(Stored data Opens)

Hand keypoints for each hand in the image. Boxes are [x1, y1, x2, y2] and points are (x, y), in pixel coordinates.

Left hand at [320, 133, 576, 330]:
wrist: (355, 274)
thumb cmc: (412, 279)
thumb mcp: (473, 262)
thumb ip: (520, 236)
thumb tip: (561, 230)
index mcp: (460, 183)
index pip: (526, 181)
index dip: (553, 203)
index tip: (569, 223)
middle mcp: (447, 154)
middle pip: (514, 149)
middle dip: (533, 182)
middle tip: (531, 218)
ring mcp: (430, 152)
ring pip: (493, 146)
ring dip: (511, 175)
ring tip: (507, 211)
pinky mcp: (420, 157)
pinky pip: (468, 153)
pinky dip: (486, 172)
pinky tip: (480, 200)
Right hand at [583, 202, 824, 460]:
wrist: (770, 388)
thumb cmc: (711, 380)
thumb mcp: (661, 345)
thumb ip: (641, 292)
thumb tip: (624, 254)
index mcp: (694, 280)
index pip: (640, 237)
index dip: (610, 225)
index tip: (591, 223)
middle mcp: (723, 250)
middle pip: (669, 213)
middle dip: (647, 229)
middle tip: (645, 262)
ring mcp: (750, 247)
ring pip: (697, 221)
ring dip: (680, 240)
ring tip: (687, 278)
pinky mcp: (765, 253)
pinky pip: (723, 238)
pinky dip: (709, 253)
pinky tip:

(Stored data Closes)

- Exercise details:
Filter the material for the word "middle" and copy each matching line.

- Result:
middle mcp: (447, 154)
middle pip: (514, 149)
middle dip: (533, 182)
middle tip: (531, 218)
middle mcp: (723, 250)
middle pip: (669, 213)
middle dip: (647, 229)
middle tip: (645, 262)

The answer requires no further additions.